__Task prompt__: Each line that includes "Lara" must be copied from the records.

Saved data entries
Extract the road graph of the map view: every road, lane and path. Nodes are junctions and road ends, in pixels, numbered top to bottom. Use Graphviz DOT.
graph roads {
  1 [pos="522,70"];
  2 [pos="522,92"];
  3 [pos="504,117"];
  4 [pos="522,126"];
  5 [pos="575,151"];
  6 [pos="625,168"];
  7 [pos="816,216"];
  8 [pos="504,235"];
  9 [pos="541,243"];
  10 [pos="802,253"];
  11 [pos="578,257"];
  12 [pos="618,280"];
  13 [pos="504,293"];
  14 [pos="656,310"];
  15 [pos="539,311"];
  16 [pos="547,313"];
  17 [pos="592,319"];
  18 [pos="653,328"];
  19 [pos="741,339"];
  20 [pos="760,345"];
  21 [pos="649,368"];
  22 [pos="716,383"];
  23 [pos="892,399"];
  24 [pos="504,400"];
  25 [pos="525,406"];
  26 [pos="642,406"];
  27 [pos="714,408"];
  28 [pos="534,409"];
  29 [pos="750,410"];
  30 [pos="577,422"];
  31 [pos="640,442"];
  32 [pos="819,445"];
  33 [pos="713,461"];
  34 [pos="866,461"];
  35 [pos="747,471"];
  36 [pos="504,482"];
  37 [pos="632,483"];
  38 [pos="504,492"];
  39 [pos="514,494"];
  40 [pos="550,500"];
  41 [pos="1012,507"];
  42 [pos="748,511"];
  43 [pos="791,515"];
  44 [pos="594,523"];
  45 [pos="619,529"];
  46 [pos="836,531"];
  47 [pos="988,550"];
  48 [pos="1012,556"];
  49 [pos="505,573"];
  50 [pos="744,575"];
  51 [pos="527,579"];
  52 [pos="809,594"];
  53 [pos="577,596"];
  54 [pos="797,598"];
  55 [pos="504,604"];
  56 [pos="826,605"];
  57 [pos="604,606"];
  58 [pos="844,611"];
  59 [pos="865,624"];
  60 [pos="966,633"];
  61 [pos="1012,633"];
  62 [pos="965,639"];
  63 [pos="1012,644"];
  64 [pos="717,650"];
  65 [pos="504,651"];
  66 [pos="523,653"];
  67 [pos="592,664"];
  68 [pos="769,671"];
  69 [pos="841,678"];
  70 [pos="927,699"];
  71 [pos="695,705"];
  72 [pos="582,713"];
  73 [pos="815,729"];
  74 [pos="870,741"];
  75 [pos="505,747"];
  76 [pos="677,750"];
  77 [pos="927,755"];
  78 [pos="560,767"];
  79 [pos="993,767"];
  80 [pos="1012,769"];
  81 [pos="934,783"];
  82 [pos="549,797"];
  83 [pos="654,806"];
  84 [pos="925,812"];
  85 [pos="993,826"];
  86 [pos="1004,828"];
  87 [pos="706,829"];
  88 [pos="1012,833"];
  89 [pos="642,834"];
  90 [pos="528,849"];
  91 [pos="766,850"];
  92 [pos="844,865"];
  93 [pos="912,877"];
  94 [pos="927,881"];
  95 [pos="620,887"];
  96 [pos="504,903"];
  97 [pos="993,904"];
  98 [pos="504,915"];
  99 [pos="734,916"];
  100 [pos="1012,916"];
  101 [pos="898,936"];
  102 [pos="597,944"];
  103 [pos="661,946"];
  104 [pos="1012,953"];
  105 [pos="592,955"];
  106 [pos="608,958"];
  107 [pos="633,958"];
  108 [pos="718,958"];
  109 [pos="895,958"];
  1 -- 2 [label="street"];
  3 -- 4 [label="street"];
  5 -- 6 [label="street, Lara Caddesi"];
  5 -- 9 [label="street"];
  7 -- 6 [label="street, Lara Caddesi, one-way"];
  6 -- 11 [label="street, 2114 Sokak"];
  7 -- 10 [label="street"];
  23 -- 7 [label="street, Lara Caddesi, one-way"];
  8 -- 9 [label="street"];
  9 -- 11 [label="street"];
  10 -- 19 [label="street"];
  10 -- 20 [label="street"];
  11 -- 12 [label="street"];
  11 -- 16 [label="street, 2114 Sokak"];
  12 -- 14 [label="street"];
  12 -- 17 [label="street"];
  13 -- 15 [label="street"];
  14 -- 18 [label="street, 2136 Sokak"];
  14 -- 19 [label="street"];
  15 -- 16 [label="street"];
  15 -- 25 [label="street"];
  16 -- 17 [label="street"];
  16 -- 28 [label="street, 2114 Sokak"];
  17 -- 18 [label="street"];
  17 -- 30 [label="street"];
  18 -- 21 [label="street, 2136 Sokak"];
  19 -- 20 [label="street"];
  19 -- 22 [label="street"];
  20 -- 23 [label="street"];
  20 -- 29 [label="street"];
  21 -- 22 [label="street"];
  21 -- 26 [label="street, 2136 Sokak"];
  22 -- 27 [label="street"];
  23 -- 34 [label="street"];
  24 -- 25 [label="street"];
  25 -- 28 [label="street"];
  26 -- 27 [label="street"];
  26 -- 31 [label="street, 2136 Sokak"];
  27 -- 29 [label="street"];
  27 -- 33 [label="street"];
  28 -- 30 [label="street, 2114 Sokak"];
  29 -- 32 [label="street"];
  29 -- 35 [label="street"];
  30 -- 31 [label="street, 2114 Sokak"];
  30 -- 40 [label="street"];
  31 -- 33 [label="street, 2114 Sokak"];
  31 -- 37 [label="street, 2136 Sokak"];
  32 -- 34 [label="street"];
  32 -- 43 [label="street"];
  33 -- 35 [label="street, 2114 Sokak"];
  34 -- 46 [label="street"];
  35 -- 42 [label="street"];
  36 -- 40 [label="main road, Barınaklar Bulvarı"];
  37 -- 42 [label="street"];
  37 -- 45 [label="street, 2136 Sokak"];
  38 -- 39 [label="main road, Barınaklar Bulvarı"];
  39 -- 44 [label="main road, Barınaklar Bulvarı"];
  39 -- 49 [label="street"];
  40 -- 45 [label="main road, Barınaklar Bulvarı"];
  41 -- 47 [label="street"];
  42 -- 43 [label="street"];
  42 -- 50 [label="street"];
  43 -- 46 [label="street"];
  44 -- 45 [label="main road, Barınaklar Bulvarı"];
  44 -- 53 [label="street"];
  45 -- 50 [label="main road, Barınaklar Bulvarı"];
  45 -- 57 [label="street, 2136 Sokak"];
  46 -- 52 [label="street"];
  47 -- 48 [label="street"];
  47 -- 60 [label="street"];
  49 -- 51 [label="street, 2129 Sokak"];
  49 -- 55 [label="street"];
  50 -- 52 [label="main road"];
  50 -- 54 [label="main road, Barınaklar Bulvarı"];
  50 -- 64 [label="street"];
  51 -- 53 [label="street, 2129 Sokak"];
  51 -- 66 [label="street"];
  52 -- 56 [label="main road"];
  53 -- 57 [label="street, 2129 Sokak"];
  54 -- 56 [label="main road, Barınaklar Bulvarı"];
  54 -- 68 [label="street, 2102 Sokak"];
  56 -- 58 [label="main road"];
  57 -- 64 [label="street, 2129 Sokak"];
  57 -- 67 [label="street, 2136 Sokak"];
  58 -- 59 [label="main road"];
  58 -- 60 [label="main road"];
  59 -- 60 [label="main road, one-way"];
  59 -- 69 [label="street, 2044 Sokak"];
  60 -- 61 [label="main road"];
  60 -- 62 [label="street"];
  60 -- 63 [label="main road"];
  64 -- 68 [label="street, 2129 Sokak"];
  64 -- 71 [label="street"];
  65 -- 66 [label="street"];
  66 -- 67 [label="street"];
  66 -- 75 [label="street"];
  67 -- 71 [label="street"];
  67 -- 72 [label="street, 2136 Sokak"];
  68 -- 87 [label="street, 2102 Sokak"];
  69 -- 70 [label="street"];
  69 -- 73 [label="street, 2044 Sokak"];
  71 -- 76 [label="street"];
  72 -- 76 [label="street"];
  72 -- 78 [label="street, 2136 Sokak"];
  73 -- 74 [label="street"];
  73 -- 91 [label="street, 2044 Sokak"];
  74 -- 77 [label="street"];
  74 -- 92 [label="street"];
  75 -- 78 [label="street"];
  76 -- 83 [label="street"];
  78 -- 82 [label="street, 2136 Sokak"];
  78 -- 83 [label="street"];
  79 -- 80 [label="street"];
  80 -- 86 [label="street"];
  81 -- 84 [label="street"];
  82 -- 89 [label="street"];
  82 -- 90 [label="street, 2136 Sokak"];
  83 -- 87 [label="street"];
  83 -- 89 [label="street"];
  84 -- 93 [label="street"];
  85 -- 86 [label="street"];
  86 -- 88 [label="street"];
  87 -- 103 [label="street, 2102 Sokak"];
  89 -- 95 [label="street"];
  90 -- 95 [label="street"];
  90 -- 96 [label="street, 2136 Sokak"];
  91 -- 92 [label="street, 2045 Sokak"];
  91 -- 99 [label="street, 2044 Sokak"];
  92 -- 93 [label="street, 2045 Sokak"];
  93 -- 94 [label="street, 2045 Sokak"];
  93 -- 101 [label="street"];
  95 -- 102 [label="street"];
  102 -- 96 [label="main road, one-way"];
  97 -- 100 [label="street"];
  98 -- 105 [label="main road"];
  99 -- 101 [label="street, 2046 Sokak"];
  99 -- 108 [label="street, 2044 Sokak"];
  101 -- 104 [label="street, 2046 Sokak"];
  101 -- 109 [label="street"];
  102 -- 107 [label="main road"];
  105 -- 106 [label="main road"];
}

__Result for this task__:
  5 -- 6 [label="street, Lara Caddesi"];
  7 -- 6 [label="street, Lara Caddesi, one-way"];
  23 -- 7 [label="street, Lara Caddesi, one-way"];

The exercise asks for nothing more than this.